We next determined the relative proportion of CD4+ and CD8+ T cells which represented 60% and 38% of T cells, respectively, on day 0. The proportion of CD4+ cells significantly increased to 75% by day 7 before falling back to 62% on day 12 (Figure 1C). A reciprocal pattern was observed for CD8+ populations (Figure 1D), suggesting that CD4+ T cells have a brief selective proliferative advantage in the first week post-transplant. Nevertheless, no overall difference in the CD4:CD8 ratio was observed in the first two weeks post-transplant.
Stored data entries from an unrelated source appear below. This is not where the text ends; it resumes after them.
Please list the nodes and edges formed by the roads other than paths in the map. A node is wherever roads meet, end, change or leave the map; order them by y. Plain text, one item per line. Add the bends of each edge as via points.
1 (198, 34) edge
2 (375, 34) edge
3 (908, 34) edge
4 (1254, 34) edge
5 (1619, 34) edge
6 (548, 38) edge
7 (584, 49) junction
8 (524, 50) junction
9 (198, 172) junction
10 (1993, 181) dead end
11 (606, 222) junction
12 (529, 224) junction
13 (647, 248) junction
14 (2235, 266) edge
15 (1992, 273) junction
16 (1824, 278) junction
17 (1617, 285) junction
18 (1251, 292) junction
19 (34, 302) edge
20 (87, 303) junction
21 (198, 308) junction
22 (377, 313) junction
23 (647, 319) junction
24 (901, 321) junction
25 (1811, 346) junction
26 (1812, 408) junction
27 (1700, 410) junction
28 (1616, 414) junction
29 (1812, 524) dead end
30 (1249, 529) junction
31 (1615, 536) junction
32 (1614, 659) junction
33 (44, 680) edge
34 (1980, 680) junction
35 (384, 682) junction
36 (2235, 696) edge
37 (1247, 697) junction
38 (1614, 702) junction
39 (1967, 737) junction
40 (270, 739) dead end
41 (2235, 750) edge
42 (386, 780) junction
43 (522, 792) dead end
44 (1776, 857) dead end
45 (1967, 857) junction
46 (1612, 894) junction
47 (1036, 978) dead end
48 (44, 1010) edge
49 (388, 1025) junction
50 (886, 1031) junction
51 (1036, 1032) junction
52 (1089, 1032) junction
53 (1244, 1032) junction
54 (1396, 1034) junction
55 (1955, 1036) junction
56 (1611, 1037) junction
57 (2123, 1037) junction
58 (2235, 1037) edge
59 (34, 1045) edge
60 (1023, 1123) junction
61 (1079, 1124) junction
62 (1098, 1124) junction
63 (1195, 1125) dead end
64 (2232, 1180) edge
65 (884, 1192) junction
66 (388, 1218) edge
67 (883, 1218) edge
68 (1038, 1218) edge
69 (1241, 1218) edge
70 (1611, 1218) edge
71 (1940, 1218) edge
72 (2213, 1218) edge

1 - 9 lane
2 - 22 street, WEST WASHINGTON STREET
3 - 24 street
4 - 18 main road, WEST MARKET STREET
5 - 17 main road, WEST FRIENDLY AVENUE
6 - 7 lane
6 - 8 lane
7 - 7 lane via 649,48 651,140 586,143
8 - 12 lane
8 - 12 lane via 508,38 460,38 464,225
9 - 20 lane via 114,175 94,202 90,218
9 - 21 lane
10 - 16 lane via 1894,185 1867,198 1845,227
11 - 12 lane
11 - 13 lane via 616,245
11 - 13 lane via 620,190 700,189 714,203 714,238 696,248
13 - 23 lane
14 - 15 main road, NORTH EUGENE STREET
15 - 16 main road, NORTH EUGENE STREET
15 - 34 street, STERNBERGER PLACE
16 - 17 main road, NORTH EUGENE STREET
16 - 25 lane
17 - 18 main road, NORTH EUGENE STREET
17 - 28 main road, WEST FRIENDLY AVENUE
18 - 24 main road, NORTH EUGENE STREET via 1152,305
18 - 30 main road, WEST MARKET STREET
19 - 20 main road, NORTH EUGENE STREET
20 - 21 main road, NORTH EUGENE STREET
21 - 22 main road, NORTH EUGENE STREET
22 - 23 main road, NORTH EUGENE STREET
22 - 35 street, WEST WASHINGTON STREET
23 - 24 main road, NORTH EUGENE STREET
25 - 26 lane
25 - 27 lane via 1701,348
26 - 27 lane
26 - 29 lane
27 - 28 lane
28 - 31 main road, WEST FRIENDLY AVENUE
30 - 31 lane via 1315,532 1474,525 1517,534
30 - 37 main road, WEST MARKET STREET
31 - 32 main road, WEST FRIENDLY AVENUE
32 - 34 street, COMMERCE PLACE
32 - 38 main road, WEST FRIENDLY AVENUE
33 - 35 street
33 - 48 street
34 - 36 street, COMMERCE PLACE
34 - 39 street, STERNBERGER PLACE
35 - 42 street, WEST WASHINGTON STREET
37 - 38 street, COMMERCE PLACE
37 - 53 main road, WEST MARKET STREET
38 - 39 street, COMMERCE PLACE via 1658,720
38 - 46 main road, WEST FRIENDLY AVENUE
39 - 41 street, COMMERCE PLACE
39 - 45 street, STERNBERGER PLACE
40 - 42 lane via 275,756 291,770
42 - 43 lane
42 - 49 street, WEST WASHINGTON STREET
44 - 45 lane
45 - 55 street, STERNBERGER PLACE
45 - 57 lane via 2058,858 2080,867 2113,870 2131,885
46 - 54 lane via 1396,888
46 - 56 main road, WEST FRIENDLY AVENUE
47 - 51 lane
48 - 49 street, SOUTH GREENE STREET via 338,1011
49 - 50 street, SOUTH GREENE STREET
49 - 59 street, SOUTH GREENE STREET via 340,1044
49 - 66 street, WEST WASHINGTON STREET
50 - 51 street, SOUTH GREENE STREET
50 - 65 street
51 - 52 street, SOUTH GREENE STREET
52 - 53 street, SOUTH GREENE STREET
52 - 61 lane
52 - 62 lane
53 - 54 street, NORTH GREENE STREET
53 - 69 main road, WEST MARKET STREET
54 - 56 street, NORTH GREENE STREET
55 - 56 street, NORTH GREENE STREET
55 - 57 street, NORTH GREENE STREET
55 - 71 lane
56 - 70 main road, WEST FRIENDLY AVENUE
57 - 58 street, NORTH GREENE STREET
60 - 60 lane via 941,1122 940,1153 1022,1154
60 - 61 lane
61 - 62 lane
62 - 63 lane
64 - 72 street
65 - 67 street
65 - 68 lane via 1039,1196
ELISA was used to determine the serum concentration of IL-7, IL-15, TGF-β1, and IFN-γ during the first 12 days post-transplant (Figure 1E). IL-7 fell from 8.6pg/ml at the time of transplant to a median of 2.6pg/ml at day 12, compatible with peripheral consumption during LIP. In contrast IL-15 concentration at day 0 was 2.5pg/ml, above median values in HD (1.6pg/ml), and increased further to 8.8pg/ml at day 12. TGF-β1 serum levels fell markedly over the first 12 days post-transplant (301.3pg/ml to 45.1pg/ml) but no changes were observed in IFN-γ concentration.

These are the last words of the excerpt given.